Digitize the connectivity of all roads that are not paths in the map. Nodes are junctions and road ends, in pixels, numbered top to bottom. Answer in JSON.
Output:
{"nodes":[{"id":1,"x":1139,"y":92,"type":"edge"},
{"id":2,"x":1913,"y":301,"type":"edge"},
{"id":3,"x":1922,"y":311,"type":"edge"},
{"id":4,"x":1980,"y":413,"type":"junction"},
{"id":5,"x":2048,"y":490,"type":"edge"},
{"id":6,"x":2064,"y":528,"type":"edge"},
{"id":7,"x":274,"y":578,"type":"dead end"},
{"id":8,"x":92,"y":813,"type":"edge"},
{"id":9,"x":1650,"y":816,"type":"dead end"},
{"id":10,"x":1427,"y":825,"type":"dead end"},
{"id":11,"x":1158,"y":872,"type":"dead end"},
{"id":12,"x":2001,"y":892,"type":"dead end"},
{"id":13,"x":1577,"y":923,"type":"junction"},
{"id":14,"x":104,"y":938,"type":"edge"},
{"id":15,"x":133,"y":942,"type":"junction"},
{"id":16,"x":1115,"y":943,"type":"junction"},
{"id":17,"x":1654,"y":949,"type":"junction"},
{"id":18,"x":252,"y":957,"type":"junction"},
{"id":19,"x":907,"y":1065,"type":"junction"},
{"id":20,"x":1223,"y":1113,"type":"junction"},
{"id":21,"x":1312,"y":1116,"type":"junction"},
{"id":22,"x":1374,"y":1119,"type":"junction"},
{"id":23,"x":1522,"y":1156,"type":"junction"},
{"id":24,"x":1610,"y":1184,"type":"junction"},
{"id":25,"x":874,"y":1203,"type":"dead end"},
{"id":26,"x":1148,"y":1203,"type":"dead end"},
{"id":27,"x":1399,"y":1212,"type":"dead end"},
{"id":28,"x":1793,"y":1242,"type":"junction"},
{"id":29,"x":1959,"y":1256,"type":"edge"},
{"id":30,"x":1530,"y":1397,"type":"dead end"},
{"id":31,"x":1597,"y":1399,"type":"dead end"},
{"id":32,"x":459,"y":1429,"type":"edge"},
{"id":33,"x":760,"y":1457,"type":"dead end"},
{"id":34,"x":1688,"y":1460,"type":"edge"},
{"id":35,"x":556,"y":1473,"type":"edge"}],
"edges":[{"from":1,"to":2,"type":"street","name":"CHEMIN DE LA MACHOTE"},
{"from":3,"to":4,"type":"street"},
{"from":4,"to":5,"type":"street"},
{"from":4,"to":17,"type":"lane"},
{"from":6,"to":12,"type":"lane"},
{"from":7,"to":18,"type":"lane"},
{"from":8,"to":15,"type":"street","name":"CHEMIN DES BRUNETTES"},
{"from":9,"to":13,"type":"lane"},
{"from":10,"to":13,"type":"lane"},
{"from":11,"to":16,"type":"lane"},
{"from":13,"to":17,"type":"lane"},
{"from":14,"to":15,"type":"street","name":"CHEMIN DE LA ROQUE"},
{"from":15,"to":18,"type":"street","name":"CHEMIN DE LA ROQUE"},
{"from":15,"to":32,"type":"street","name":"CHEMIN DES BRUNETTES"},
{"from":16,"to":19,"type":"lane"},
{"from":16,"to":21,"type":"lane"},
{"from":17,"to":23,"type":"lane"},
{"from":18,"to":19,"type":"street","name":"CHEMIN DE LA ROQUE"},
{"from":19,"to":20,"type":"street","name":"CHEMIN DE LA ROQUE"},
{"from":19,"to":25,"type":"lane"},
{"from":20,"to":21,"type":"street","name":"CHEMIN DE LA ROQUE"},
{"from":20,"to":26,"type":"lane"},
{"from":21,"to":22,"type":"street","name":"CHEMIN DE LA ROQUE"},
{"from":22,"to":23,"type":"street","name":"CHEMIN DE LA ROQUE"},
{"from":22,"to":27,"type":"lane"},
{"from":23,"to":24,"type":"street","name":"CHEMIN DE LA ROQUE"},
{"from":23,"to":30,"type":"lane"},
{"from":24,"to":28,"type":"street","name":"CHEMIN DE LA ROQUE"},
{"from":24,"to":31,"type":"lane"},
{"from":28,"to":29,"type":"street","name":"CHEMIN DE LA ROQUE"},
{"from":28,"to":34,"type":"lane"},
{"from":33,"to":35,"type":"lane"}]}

****************

Repeat the data in full. Nothing may be dropped or altered.

◆ **SOLUTION TO THIS EXERCISE**:
Digitize the connectivity of all roads that are not paths in the map. Nodes are junctions and road ends, in pixels, numbered top to bottom. Answer in JSON.
Output:
{"nodes":[{"id":1,"x":1139,"y":92,"type":"edge"},
{"id":2,"x":1913,"y":301,"type":"edge"},
{"id":3,"x":1922,"y":311,"type":"edge"},
{"id":4,"x":1980,"y":413,"type":"junction"},
{"id":5,"x":2048,"y":490,"type":"edge"},
{"id":6,"x":2064,"y":528,"type":"edge"},
{"id":7,"x":274,"y":578,"type":"dead end"},
{"id":8,"x":92,"y":813,"type":"edge"},
{"id":9,"x":1650,"y":816,"type":"dead end"},
{"id":10,"x":1427,"y":825,"type":"dead end"},
{"id":11,"x":1158,"y":872,"type":"dead end"},
{"id":12,"x":2001,"y":892,"type":"dead end"},
{"id":13,"x":1577,"y":923,"type":"junction"},
{"id":14,"x":104,"y":938,"type":"edge"},
{"id":15,"x":133,"y":942,"type":"junction"},
{"id":16,"x":1115,"y":943,"type":"junction"},
{"id":17,"x":1654,"y":949,"type":"junction"},
{"id":18,"x":252,"y":957,"type":"junction"},
{"id":19,"x":907,"y":1065,"type":"junction"},
{"id":20,"x":1223,"y":1113,"type":"junction"},
{"id":21,"x":1312,"y":1116,"type":"junction"},
{"id":22,"x":1374,"y":1119,"type":"junction"},
{"id":23,"x":1522,"y":1156,"type":"junction"},
{"id":24,"x":1610,"y":1184,"type":"junction"},
{"id":25,"x":874,"y":1203,"type":"dead end"},
{"id":26,"x":1148,"y":1203,"type":"dead end"},
{"id":27,"x":1399,"y":1212,"type":"dead end"},
{"id":28,"x":1793,"y":1242,"type":"junction"},
{"id":29,"x":1959,"y":1256,"type":"edge"},
{"id":30,"x":1530,"y":1397,"type":"dead end"},
{"id":31,"x":1597,"y":1399,"type":"dead end"},
{"id":32,"x":459,"y":1429,"type":"edge"},
{"id":33,"x":760,"y":1457,"type":"dead end"},
{"id":34,"x":1688,"y":1460,"type":"edge"},
{"id":35,"x":556,"y":1473,"type":"edge"}],
"edges":[{"from":1,"to":2,"type":"street","name":"CHEMIN DE LA MACHOTE"},
{"from":3,"to":4,"type":"street"},
{"from":4,"to":5,"type":"street"},
{"from":4,"to":17,"type":"lane"},
{"from":6,"to":12,"type":"lane"},
{"from":7,"to":18,"type":"lane"},
{"from":8,"to":15,"type":"street","name":"CHEMIN DES BRUNETTES"},
{"from":9,"to":13,"type":"lane"},
{"from":10,"to":13,"type":"lane"},
{"from":11,"to":16,"type":"lane"},
{"from":13,"to":17,"type":"lane"},
{"from":14,"to":15,"type":"street","name":"CHEMIN DE LA ROQUE"},
{"from":15,"to":18,"type":"street","name":"CHEMIN DE LA ROQUE"},
{"from":15,"to":32,"type":"street","name":"CHEMIN DES BRUNETTES"},
{"from":16,"to":19,"type":"lane"},
{"from":16,"to":21,"type":"lane"},
{"from":17,"to":23,"type":"lane"},
{"from":18,"to":19,"type":"street","name":"CHEMIN DE LA ROQUE"},
{"from":19,"to":20,"type":"street","name":"CHEMIN DE LA ROQUE"},
{"from":19,"to":25,"type":"lane"},
{"from":20,"to":21,"type":"street","name":"CHEMIN DE LA ROQUE"},
{"from":20,"to":26,"type":"lane"},
{"from":21,"to":22,"type":"street","name":"CHEMIN DE LA ROQUE"},
{"from":22,"to":23,"type":"street","name":"CHEMIN DE LA ROQUE"},
{"from":22,"to":27,"type":"lane"},
{"from":23,"to":24,"type":"street","name":"CHEMIN DE LA ROQUE"},
{"from":23,"to":30,"type":"lane"},
{"from":24,"to":28,"type":"street","name":"CHEMIN DE LA ROQUE"},
{"from":24,"to":31,"type":"lane"},
{"from":28,"to":29,"type":"street","name":"CHEMIN DE LA ROQUE"},
{"from":28,"to":34,"type":"lane"},
{"from":33,"to":35,"type":"lane"}]}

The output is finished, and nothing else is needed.